Thread overview
Meaningful identifiers and other multi-token keywords
Sep 24
Dom DiSc
Sep 25
Tim
Sep 25
ryuukk_
September 24

D’s has 4 places in the grammar where meaningful identifiers are used instead of keywords:

  • Pragmas
  • Traits
  • Linkages
  • Scope guards

For pragmas and traits, this is total non-issue as they have special and dedicated keywords. For linkages and scope guards, there will be rough edges if we make (Type) be a well-formed BasicType. The reason is that extern(C) could mean extern plus the basic type (C), where C denotes e.g. a dummy class; or scope (exit) x = 10; with the intention not to assign x, but to declare x as a scope variable of type exit. In general, you could ask: Why would one write such code? and you’d be correct.

The issue is with the argument to extern and linkage being identifiers. For linkage, it’s implementation defined which ones are supported, and they’re not just identifiers (e.g. C++ and Objective-C), however, with scope guards, there are only exit, success, and failure.

I want to suggest moving the parsing of scope guards and linkages to the lexer, i.e., if the lexer sees scope, (, any one of the identifiers exit, success, or failure, and ), that is a scope guard and is treated as a single token.

The same with extern(C) – it will never be seen as anything but a linkage. It’s a multi-token keyword.

Possibly, we can handle other cases alike, e.g. static assert, static foreach, and auto ref.
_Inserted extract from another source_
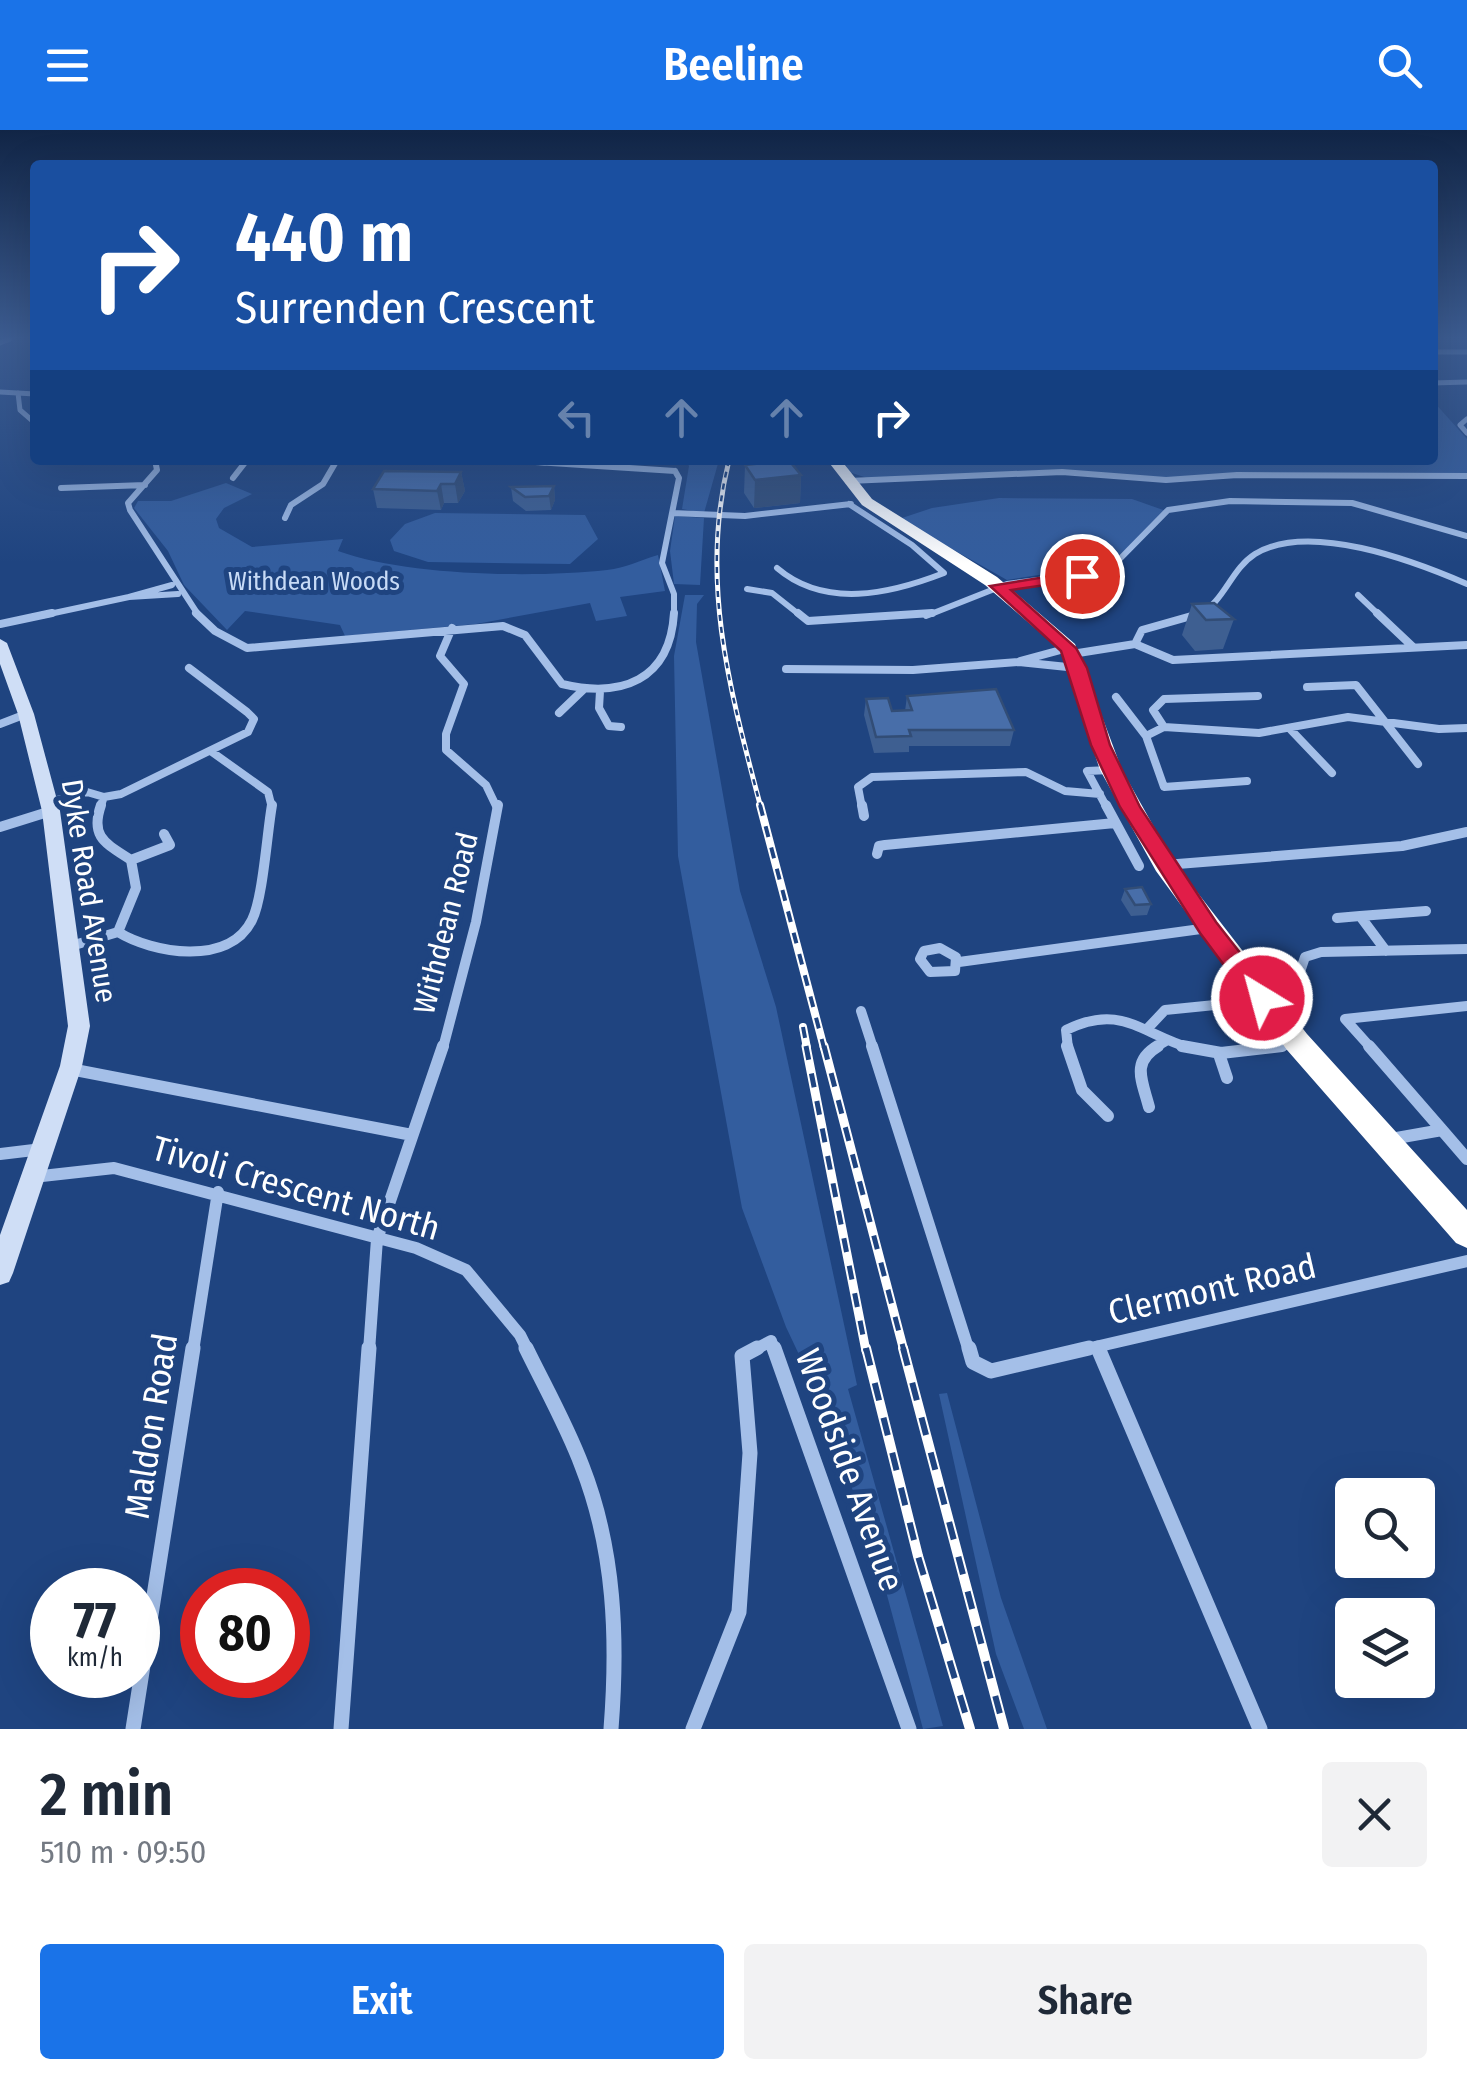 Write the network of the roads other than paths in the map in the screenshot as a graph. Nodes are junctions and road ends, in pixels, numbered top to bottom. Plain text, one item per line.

By all accounts, their meaning isn’t derived from composing the semantics of the parts.

What do you think?

September 24

On Tuesday, 24 September 2024 at 20:37:36 UTC, Quirin Schroll wrote:

>

I want to suggest moving the parsing of scope guards and linkages to the lexer, i.e., if the lexer sees scope, (, any one of the identifiers exit, success, or failure, and ), that is a scope guard and is treated as a single token.

The same with extern(C) – it will never be seen as anything but a linkage. It’s a multi-token keyword.

Possibly, we can handle other cases alike, e.g. static assert, static foreach, and auto ref. By all accounts, their meaning isn’t derived from composing the semantics of the parts.

What do you think?

I think this is a good idea. They are multi-token keywords just to not occupy more words as keywords, but in fact could be treated as single entities.

September 25
On 25/09/2024 8:37 AM, Quirin Schroll wrote:
> The same with |extern(C)| – it will never be seen as anything but a linkage. It’s a multi-token keyword.

I'm not sure this one is a good idea.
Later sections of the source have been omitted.